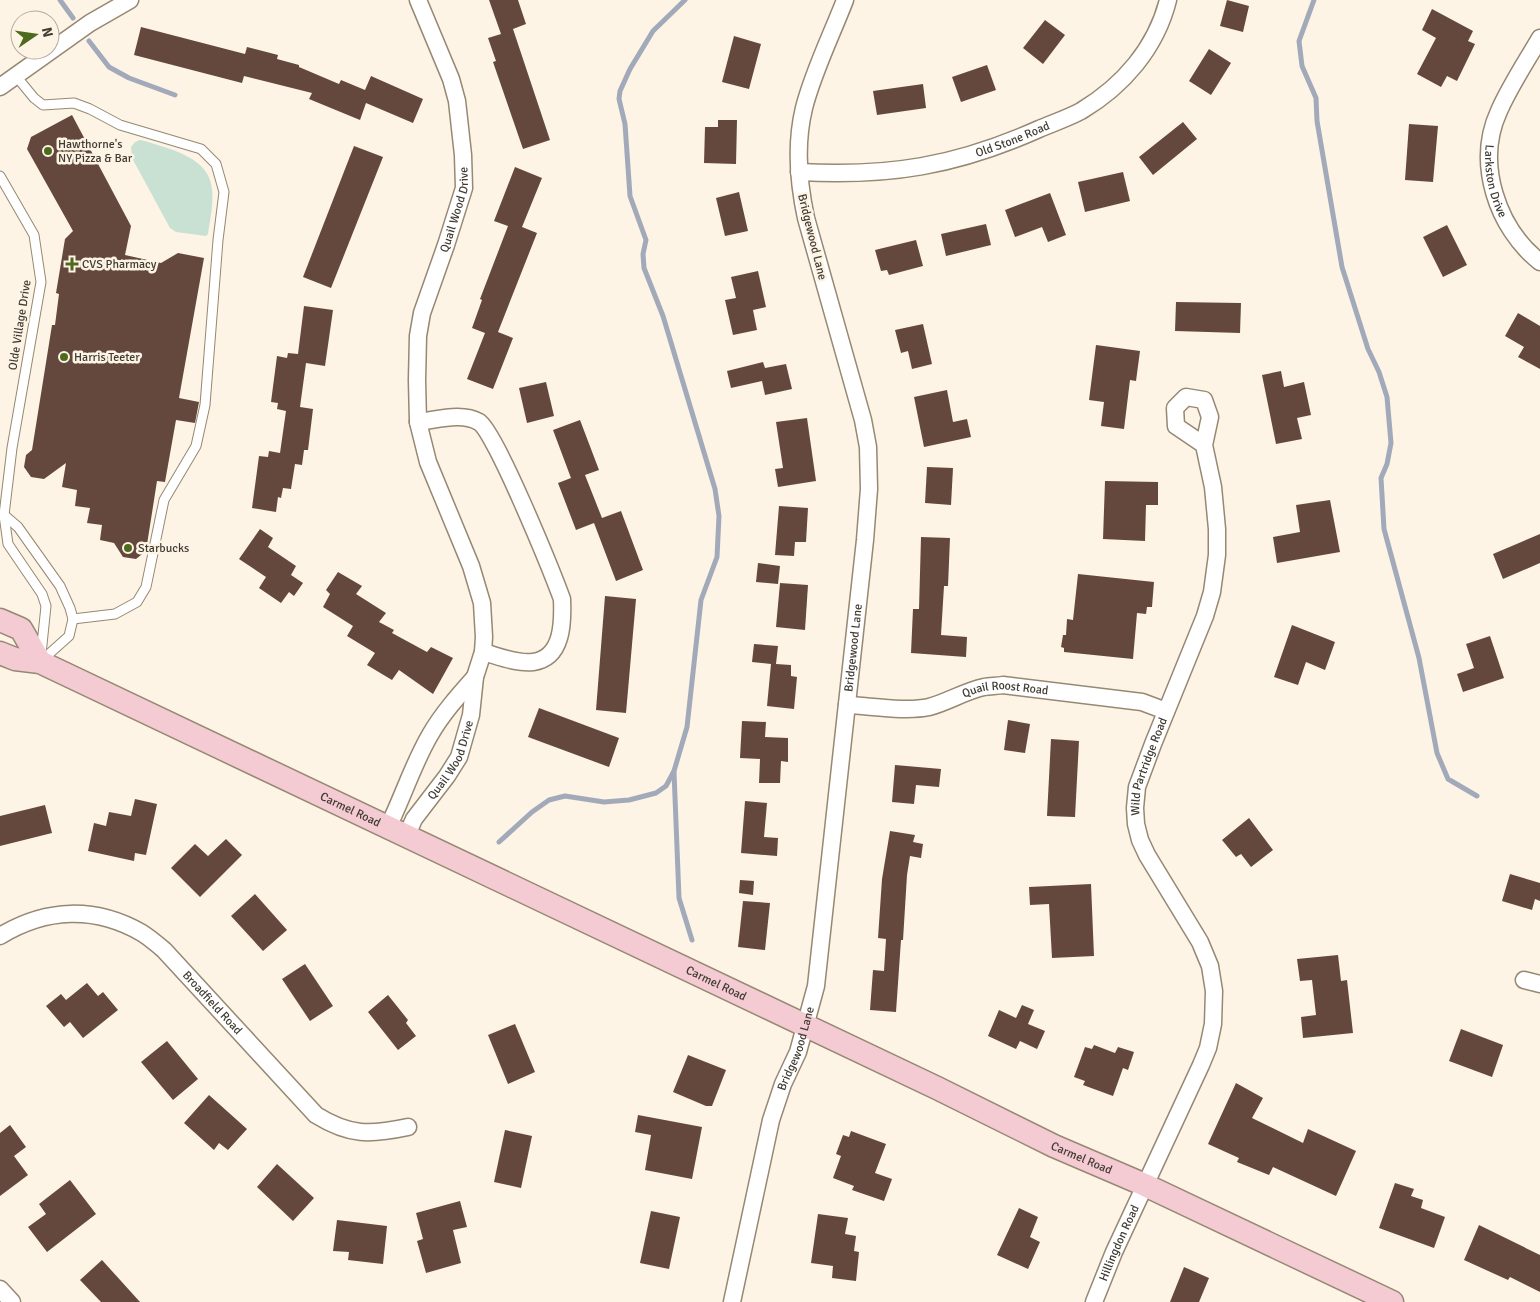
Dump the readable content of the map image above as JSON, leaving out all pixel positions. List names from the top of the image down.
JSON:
{
  "streets": {
    "main road": ["Carmel Road"],
    "street": [
      "Old Stone Road",
      "Larkston Drive",
      "Quail Wood Drive",
      "Bridgewood Lane",
      "Quail Roost Road",
      "Wild Partridge Road",
      "Broadfield Road",
      "Hillingdon Road"
    ],
    "lane": ["Olde Village Drive"]
  },
  "crossings": [
    ["Old Stone Road", "Bridgewood Lane"],
    ["Quail Wood Drive", "Carmel Road"],
    ["Bridgewood Lane", "Quail Roost Road"],
    ["Bridgewood Lane", "Carmel Road"],
    ["Olde Village Drive", "Carmel Road"],
    ["Quail Roost Road", "Wild Partridge Road"],
    ["Wild Partridge Road", "Carmel Road"],
    ["Wild Partridge Road", "Hillingdon Road"],
    ["Carmel Road", "Hillingdon Road"]
  ],
  "places": {
    "other": ["Hawthorne's NY Pizza & Bar", "Harris Teeter", "Starbucks"],
    "health": ["CVS Pharmacy"]
  },
  "north": "right"
}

--------------------

▶ **TASK PROMPT**
From the first line to the last, set down the records word for word and drop the images.

▶ **RESPONSE**
Dump the readable content of the map image above as JSON, leaving out all pixel positions. List names from the top of the image down.
JSON:
{
  "streets": {
    "main road": ["Carmel Road"],
    "street": [
      "Old Stone Road",
      "Larkston Drive",
      "Quail Wood Drive",
      "Bridgewood Lane",
      "Quail Roost Road",
      "Wild Partridge Road",
      "Broadfield Road",
      "Hillingdon Road"
    ],
    "lane": ["Olde Village Drive"]
  },
  "crossings": [
    ["Old Stone Road", "Bridgewood Lane"],
    ["Quail Wood Drive", "Carmel Road"],
    ["Bridgewood Lane", "Quail Roost Road"],
    ["Bridgewood Lane", "Carmel Road"],
    ["Olde Village Drive", "Carmel Road"],
    ["Quail Roost Road", "Wild Partridge Road"],
    ["Wild Partridge Road", "Carmel Road"],
    ["Wild Partridge Road", "Hillingdon Road"],
    ["Carmel Road", "Hillingdon Road"]
  ],
  "places": {
    "other": ["Hawthorne's NY Pizza & Bar", "Harris Teeter", "Starbucks"],
    "health": ["CVS Pharmacy"]
  },
  "north": "right"
}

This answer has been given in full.